[PROBLEM TO SOLVE]
Write each line below back out exactly, omitting its pictures.
(Beginning of GIVEN INFORMATION)
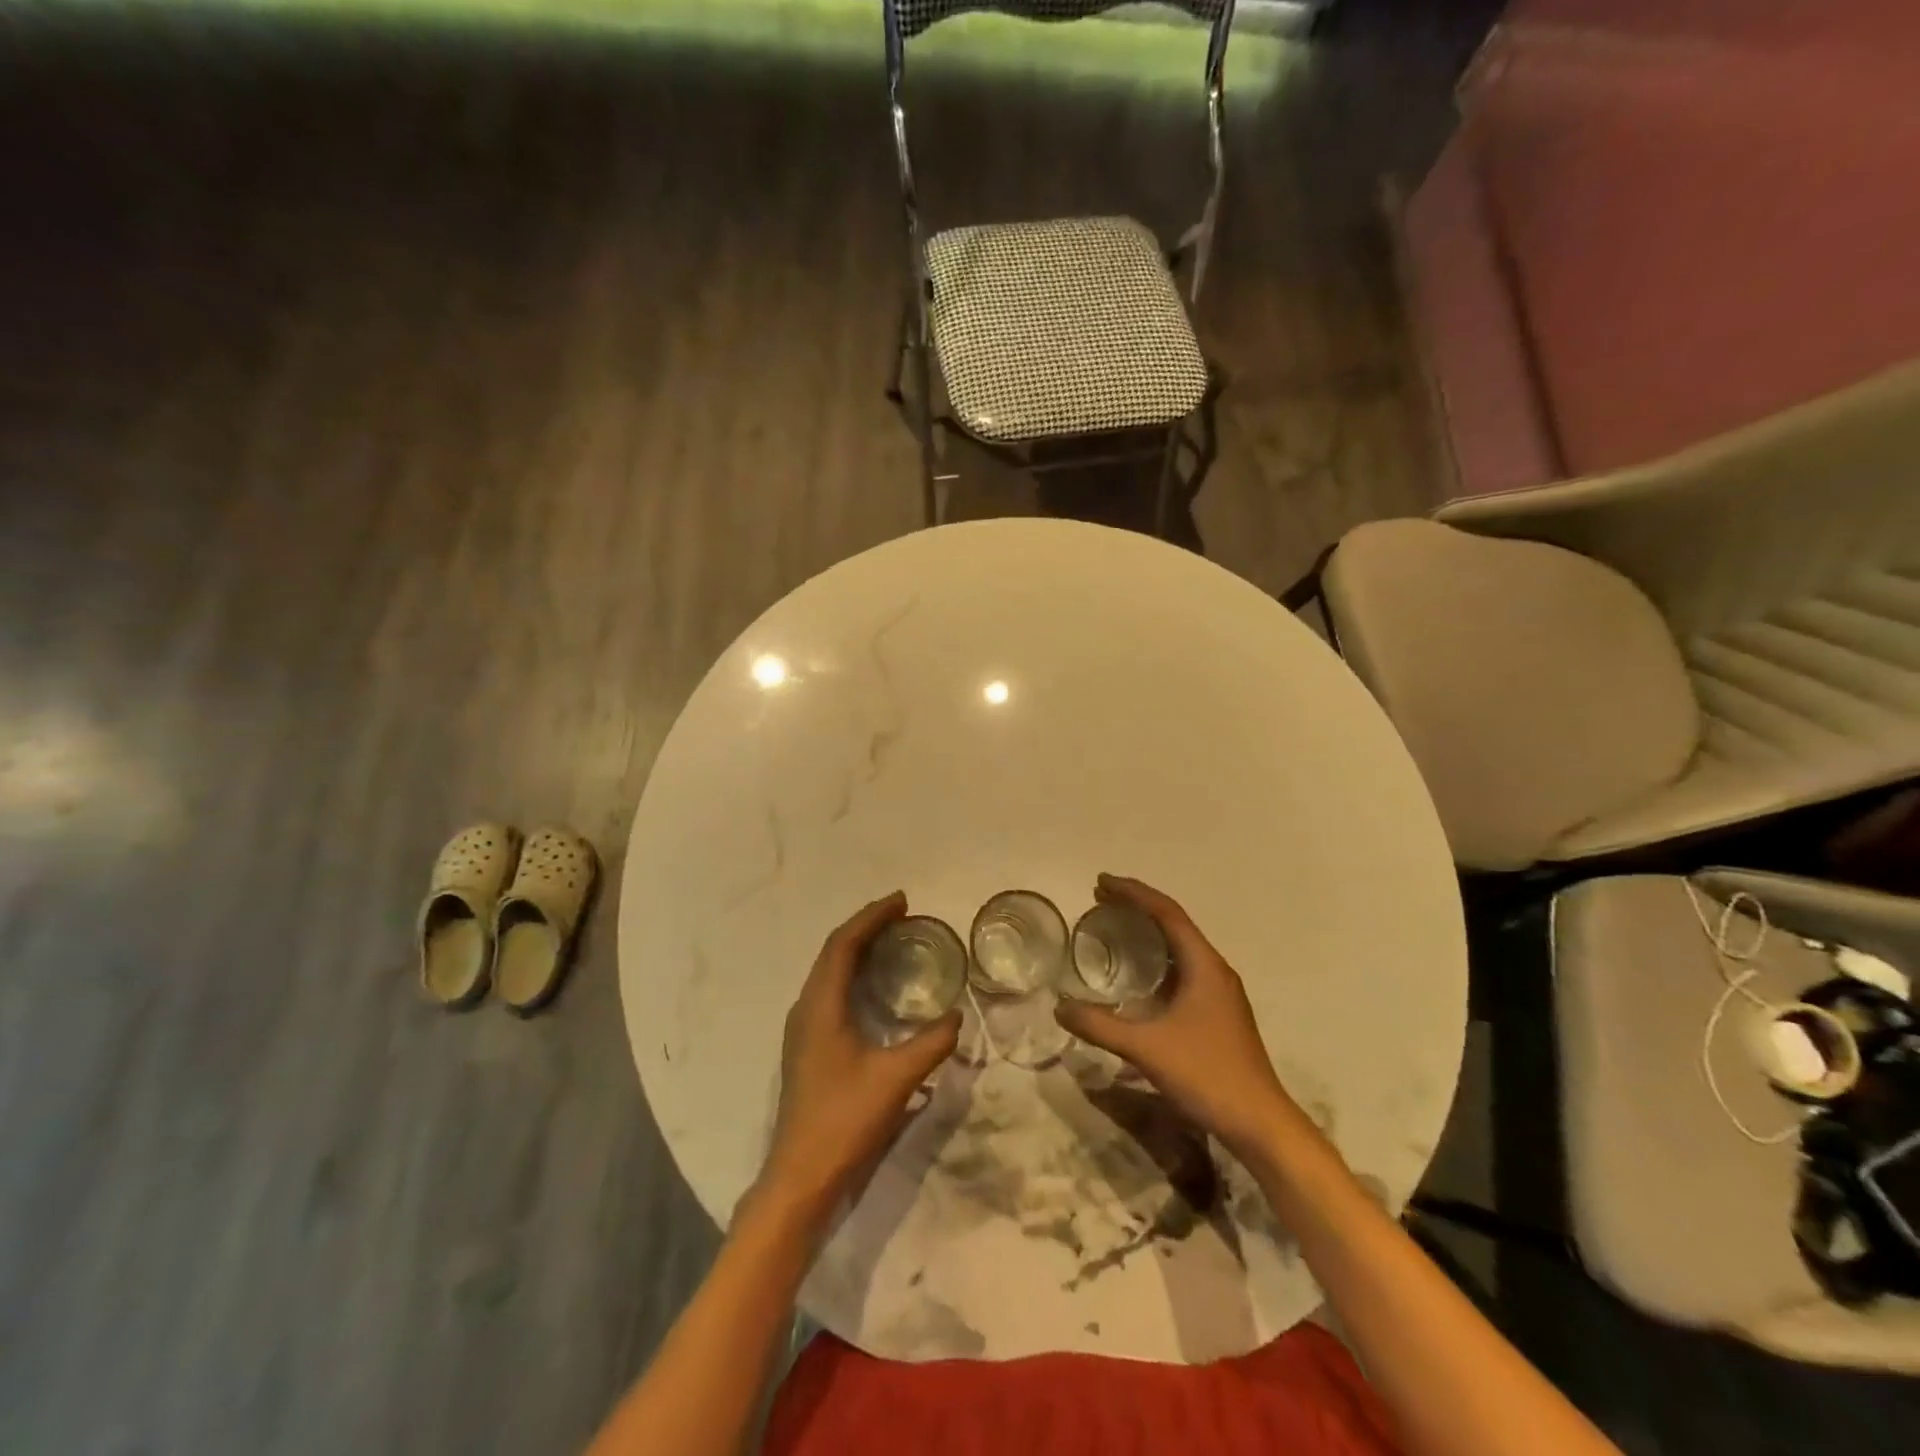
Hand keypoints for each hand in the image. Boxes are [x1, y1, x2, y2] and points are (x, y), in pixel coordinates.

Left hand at [755, 892, 961, 1226]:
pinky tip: (875, 988)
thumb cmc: (844, 1121)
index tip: (902, 901)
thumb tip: (956, 1016)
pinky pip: (830, 992)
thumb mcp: (896, 1079)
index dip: (872, 917)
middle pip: (833, 952)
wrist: (800, 1177)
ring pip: (829, 972)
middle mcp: (806, 1008)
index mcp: (820, 1006)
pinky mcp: (808, 1047)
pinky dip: (853, 975)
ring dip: (858, 950)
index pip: (843, 945)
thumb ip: (930, 1043)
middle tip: (902, 916)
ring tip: (892, 941)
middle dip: (866, 928)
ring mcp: (803, 1029)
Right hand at [1055, 874, 1301, 1164]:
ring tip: (1115, 927)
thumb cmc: (1207, 1075)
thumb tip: (1059, 1007)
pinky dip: (1158, 959)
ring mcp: (1221, 993)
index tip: (1101, 883)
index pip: (1167, 913)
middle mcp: (1215, 970)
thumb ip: (1100, 1026)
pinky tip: (1139, 977)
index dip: (1133, 893)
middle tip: (1101, 900)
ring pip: (1181, 947)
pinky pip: (1184, 968)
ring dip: (1149, 932)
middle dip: (1138, 907)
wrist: (1261, 1124)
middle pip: (1174, 923)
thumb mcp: (1146, 1048)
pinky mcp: (1219, 1013)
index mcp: (1204, 965)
(End of GIVEN INFORMATION)
[EXERCISE OUTPUT]
Hand keypoints for each hand in the image. Boxes are [x1, y1, x2, y2] and points are (x, y), in pixel coordinates.

Left hand at [755, 892, 961, 1226]:
pinky tip: (875, 988)
thumb cmc: (844, 1121)
index tip: (902, 901)
thumb tip: (956, 1016)
pinky pip: (830, 992)
thumb mcp: (896, 1079)
index dip: (872, 917)
middle pip: (833, 952)
wrist: (800, 1177)
ring pip: (829, 972)
middle mcp: (806, 1008)
index mcp: (820, 1006)
pinky mcp: (808, 1047)
pinky dip: (853, 975)
ring dip: (858, 950)
index pip: (843, 945)
thumb ip: (930, 1043)
middle tip: (902, 916)
ring tip: (892, 941)
middle dip: (866, 928)
ring mcp: (803, 1029)
Right hand at [1055, 874, 1301, 1164]:
ring tip: (1115, 927)
thumb cmc: (1207, 1075)
thumb tip: (1059, 1007)
pinky dip: (1158, 959)
ring mcp: (1221, 993)
index tip: (1101, 883)
index pip: (1167, 913)
middle mcp: (1215, 970)
thumb ip: (1100, 1026)
pinky tip: (1139, 977)
index dip: (1133, 893)
middle tip: (1101, 900)
ring pip: (1181, 947)
pinky pip: (1184, 968)
ring dip: (1149, 932)
middle dip: (1138, 907)
wrist: (1261, 1124)
middle pip: (1174, 923)
thumb mcp: (1146, 1048)
pinky mcp: (1219, 1013)
index mcp: (1204, 965)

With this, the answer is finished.